Il faut remercier le Collectif contre l’Islamophobie en France (CCIF). Pour avoir fait apparaître publiquement les lâchetés de l’antiracisme à géométrie variable. Pour nous montrer qu’une certaine France s’est en effet soumise. Un magistrat du parquet a ainsi décidé qu’un signalement de cette officine identitaire, adversaire revendiqué de la loi républicaine, méritait poursuite contre un historien français, Georges Bensoussan. Lors du procès, qui s’est tenu le 25 janvier devant la 17e chambre du Tribunal de Paris, le seul antiraciste présent ce jour-là, c’était lui – le prévenu.

Le CCIF ne pense pas : il juge, stigmatise sur des bases absolument ségrégationnistes. Rien de neuf, la reformulation du discours sur l’islamophobie généralisée de l’Organisation de la conférence islamique (OCI) qui a notamment produit en 1990 une « lumineuse » Déclaration islamique des droits de l’homme que tout un chacun devrait lire.

Quant à ceux qui se proclament les adversaires du politico-religieux et du racisme « d’où qu’il vienne », LDH, Mrap, Licra, SOS Racisme, tous s’enivrent de leurs mots-valises, de leurs implorations et de leurs batailles judiciaires : « préservons le vivre-ensemble ». Peu importe que le vivre-ensemble n’existe que dans leurs rêves. Il faut faire taire celui qui empêche de rêver.

L’immense majorité des militants de la Licra ont découvert son action en justice le jour de l’audience, ce qui a suscité démissions et conflits internes.

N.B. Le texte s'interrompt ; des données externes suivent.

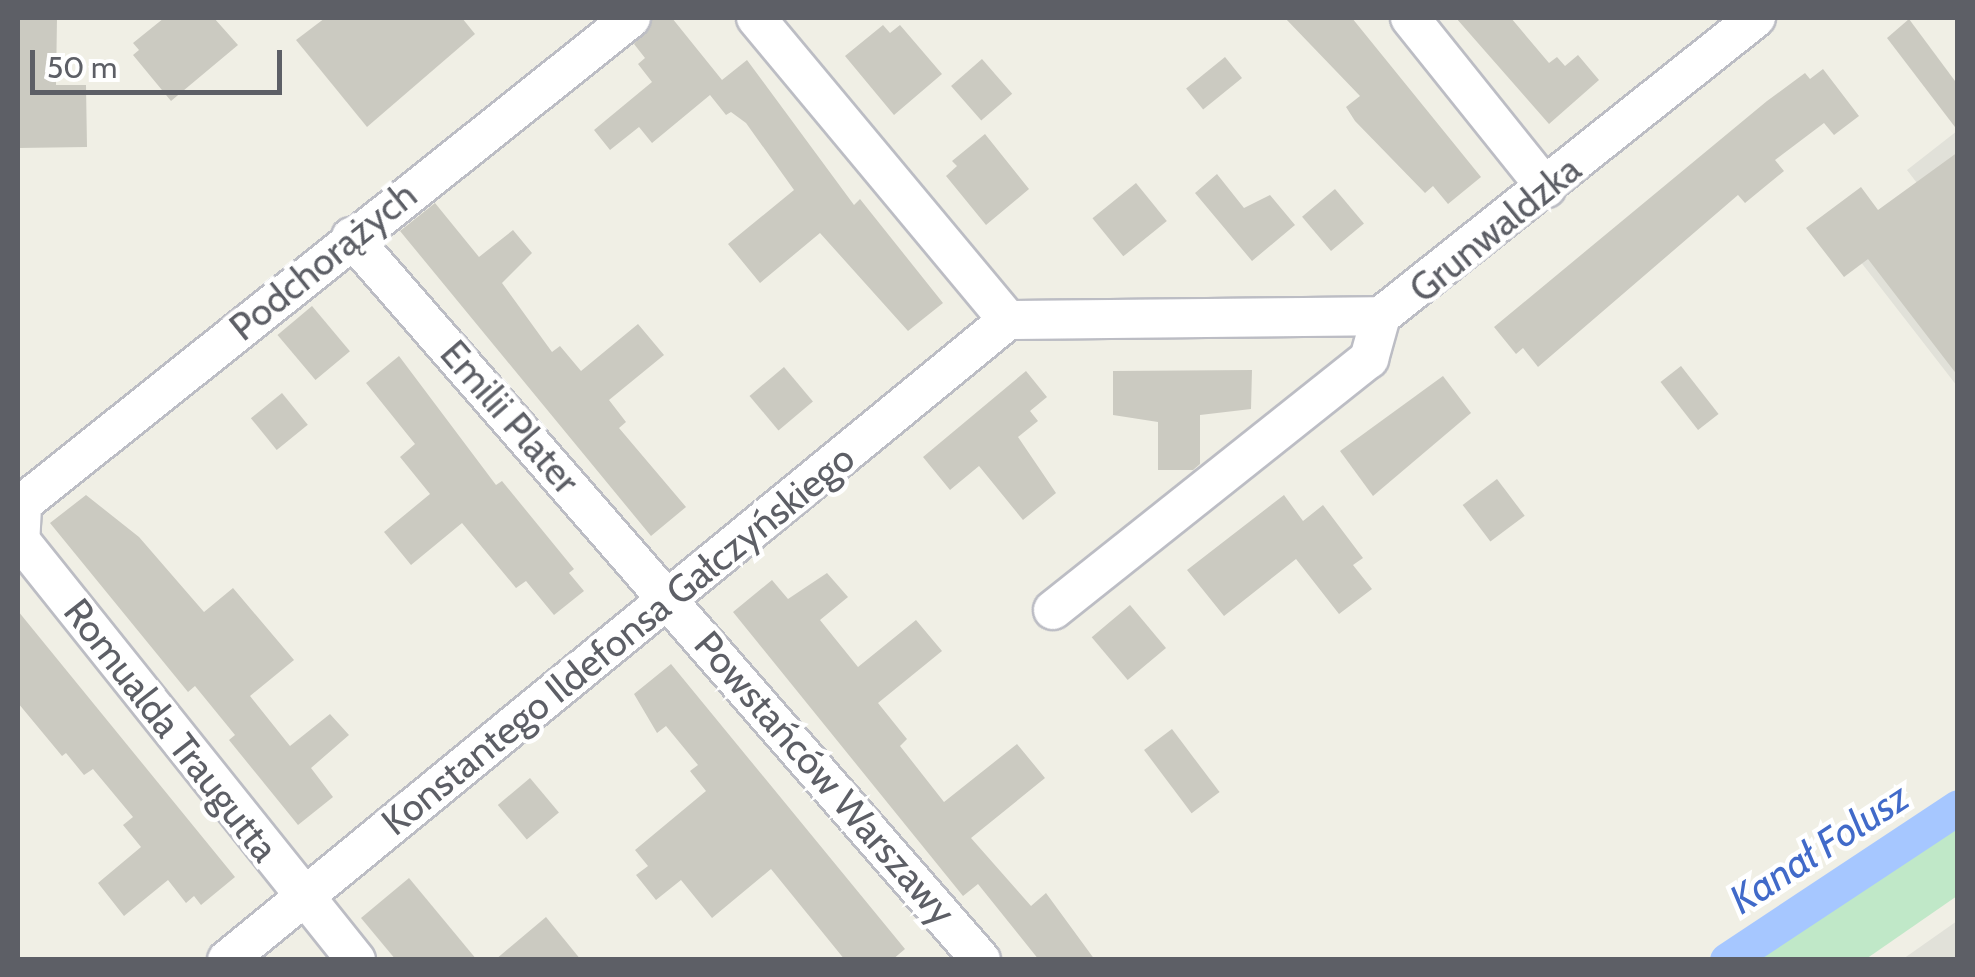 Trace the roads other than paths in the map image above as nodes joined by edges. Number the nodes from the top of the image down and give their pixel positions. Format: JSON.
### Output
{"nodes":[{"id":1,"x":631,"y":18,"type":"edge"},
{"id":2,"x":756,"y":18,"type":"edge"},
{"id":3,"x":1410,"y":18,"type":"edge"},
{"id":4,"x":1756,"y":18,"type":"edge"},
{"id":5,"x":1546,"y":188,"type":"junction"},
{"id":6,"x":351,"y":236,"type":"junction"},
{"id":7,"x":1381,"y":316,"type":"junction"},
{"id":8,"x":1008,"y":320,"type":"junction"},
{"id":9,"x":20,"y":507,"type":"edge"},
{"id":10,"x":669,"y":597,"type":"junction"},
{"id":11,"x":1053,"y":610,"type":"dead end"},
{"id":12,"x":306,"y":899,"type":"junction"},
{"id":13,"x":228,"y":960,"type":"edge"},
{"id":14,"x":356,"y":960,"type":"edge"},
{"id":15,"x":980,"y":960,"type":"edge"}],
"edges":[{"from":1,"to":6,"type":"street","name":"Podchorążych"},
{"from":2,"to":8,"type":"street"},
{"from":3,"to":5,"type":"street"},
{"from":4,"to":5,"type":"street","name":"Grunwaldzka"},
{"from":5,"to":7,"type":"street","name":"Grunwaldzka"},
{"from":6,"to":9,"type":"street","name":"Podchorążych"},
{"from":6,"to":10,"type":"street","name":"Emilii Plater"},
{"from":7,"to":8,"type":"street","name":"Grunwaldzka"},
{"from":7,"to":11,"type":"street"},
{"from":8,"to":10,"type":"street","name":"Konstantego Ildefonsa Gałczyńskiego"},
{"from":9,"to":12,"type":"street","name":"Romualda Traugutta"},
{"from":10,"to":12,"type":"street","name":"Konstantego Ildefonsa Gałczyńskiego"},
{"from":10,"to":15,"type":"street","name":"Powstańców Warszawy"},
{"from":12,"to":13,"type":"street","name":"Konstantego Ildefonsa Gałczyńskiego"},
{"from":12,"to":14,"type":"street","name":"Romualda Traugutta"}]} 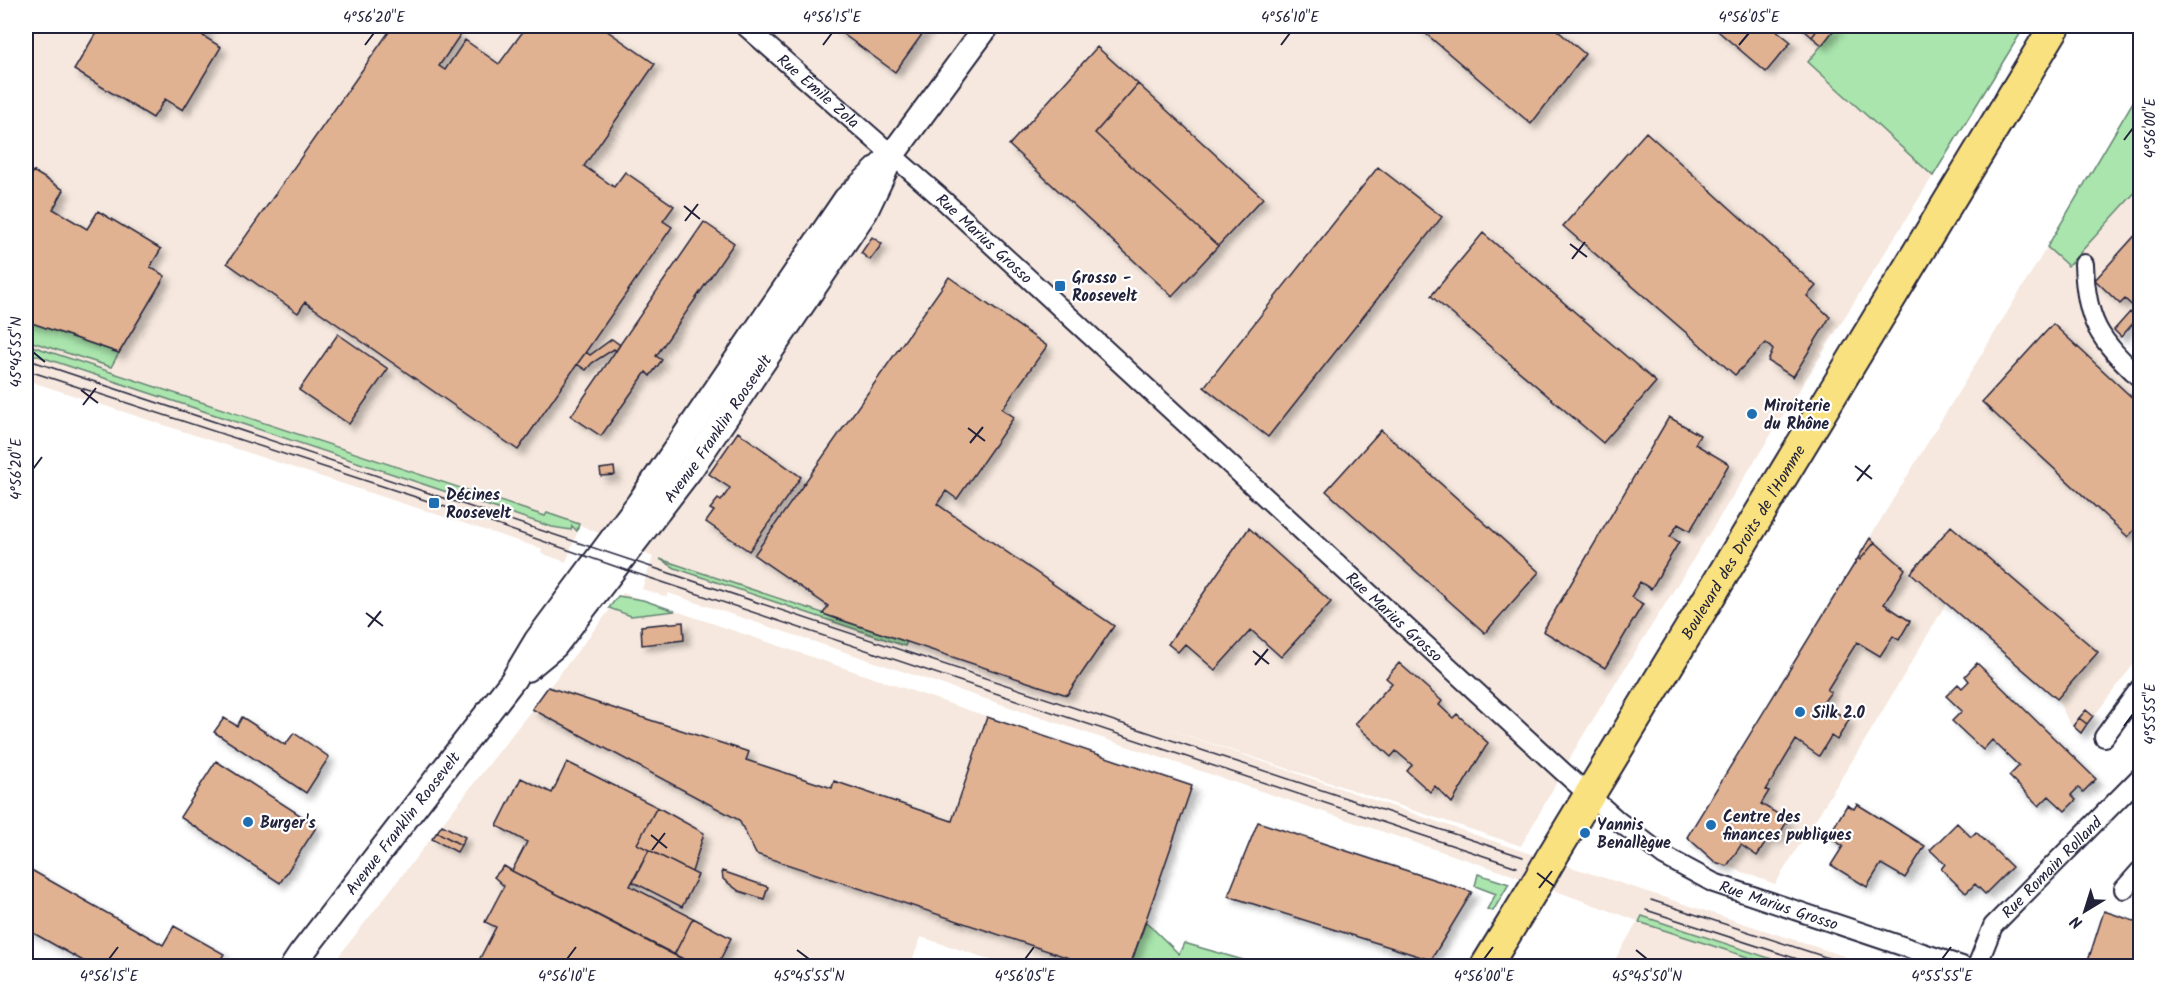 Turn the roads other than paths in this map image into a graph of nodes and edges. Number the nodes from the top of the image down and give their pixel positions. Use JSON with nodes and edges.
{"nodes":[{"id":1,"x":745,"y":26,"type":"edge"},
{"id":2,"x":987,"y":26,"type":"edge"},
{"id":3,"x":2055,"y":26,"type":"edge"},
{"id":4,"x":892,"y":156,"type":"junction"},
{"id":5,"x":2084,"y":264,"type":"dead end"},
{"id":6,"x":2140,"y":378,"type":"edge"},
{"id":7,"x":2140,"y":688,"type":"edge"},
{"id":8,"x":2104,"y":737,"type":"dead end"},
{"id":9,"x":2140,"y":777,"type":"edge"},
{"id":10,"x":1590,"y":796,"type":"junction"},
{"id":11,"x":2140,"y":871,"type":"edge"},
{"id":12,"x":2124,"y":889,"type":"dead end"},
{"id":13,"x":293,"y":966,"type":"edge"},
{"id":14,"x":1486,"y":966,"type":"edge"},
{"id":15,"x":1962,"y":966,"type":"edge"},
{"id":16,"x":1977,"y":966,"type":"edge"}],
"edges":[{"from":1,"to":4,"type":"street","name":"Rue Émile Zola"},
{"from":2,"to":4,"type":"street","name":"Avenue Franklin Roosevelt"},
{"from":3,"to":10,"type":"main road","name":"Boulevard des Droits de l'Homme"},
{"from":4,"to":10,"type":"street","name":"Rue Marius Grosso"},
{"from":4,"to":13,"type":"street","name":"Avenue Franklin Roosevelt"},
{"from":5,"to":6,"type":"street"},
{"from":7,"to":8,"type":"street"},
{"from":9,"to":16,"type":"street","name":"Rue Romain Rolland"},
{"from":10,"to":14,"type":"main road","name":"Boulevard des Droits de l'Homme"},
{"from":10,"to":15,"type":"street","name":"Rue Marius Grosso"},
{"from":11,"to":12,"type":"street"}]} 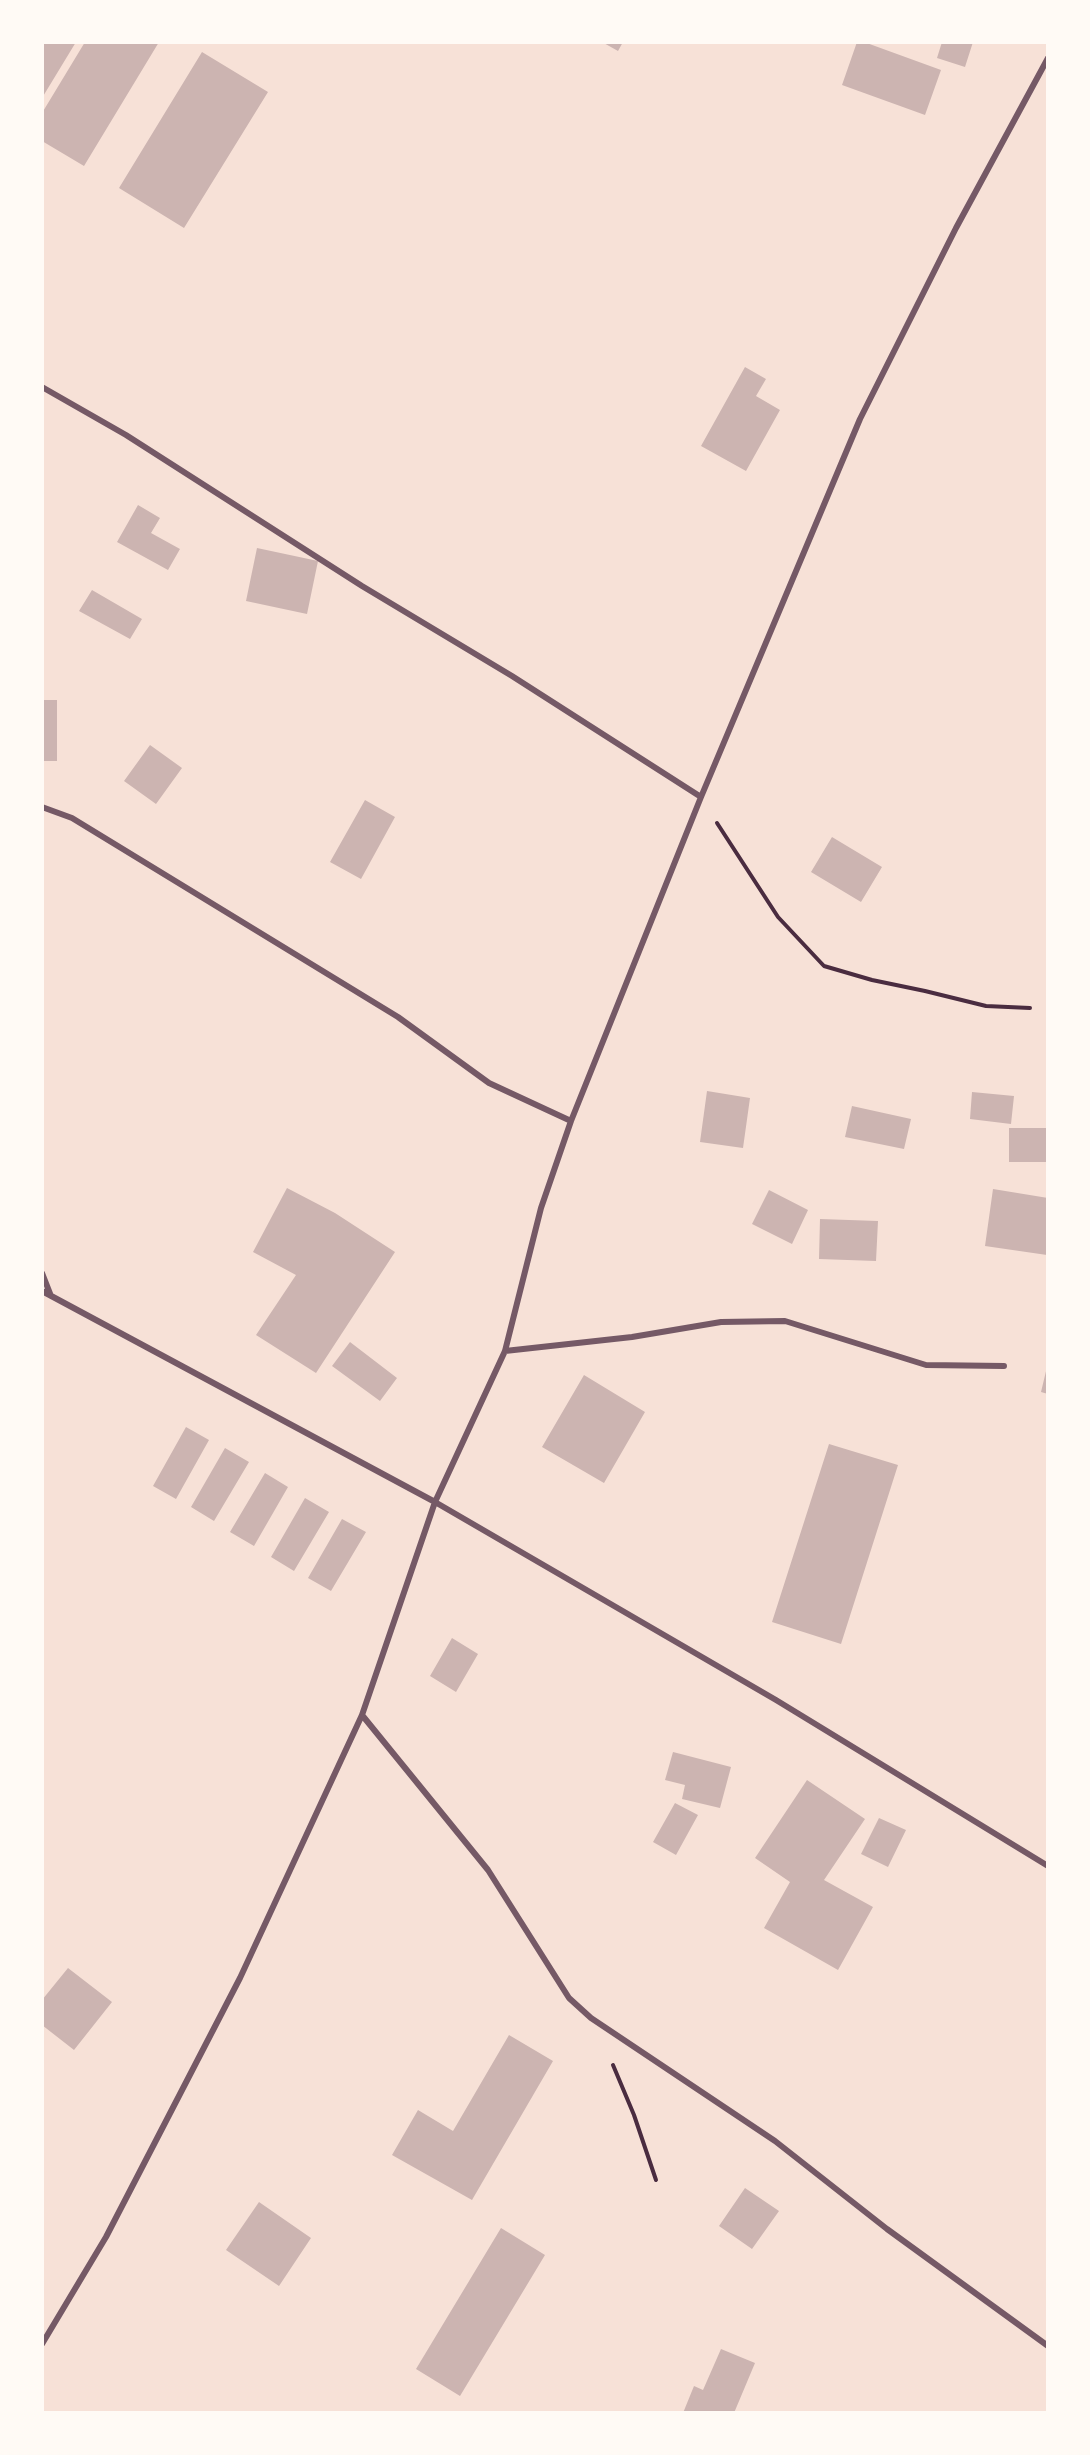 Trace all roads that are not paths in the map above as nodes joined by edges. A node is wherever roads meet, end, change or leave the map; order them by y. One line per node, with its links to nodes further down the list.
1 (1048, 58): 3 (street)
2 (42, 387): 3 (street)
3 (701, 797): 5 (street)
4 (42, 807): 5 (street)
5 (571, 1121): 9 (street)
6 (42, 1273): 8 (street)
7 (42, 1291): 8 (street)
8 (51, 1297): 11 (street)
9 (505, 1351): 10 (street); 11 (street)
10 (1004, 1366)
11 (435, 1502): 12 (street); 13 (street)
12 (362, 1715): 14 (street); 15 (street)
13 (1048, 1866)
14 (42, 2344)
15 (1048, 2346)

Mauvais augure pour la liberté démocratique que cette alliance des autruches et de leur prédateur. Attaqué de toutes parts (en interne en particulier), le président de la Licra se défend: la Licra n’a pas suivi le CCIF, elle a suivi le parquet « comme c’est l’usage ». Faux. La commission juridique de la Licra précise sur son site : « Si la présence de la Licra aux côtés du parquet représente une valeur ajoutée, elle n’est parfois pas nécessaire. Par ailleurs, la Licra ne peut intervenir sans un accord exprès de la victime lorsque celle-ci est identifiée. » Dans cette affaire, la victime identifiée étant « les familles arabes », on devra se passer de leur accord exprès. Mais le CCIF est là pour les représenter et signale en leur nom les propos de Bensoussan prononcés sur France Culture en octobre 2015. C’est toute la stratégie identitaire des dirigeants de l’association de passer pour les porte-parole d’une communauté dont ils prétendent sonder les cœurs et les esprits sans tenir compte de sa diversité.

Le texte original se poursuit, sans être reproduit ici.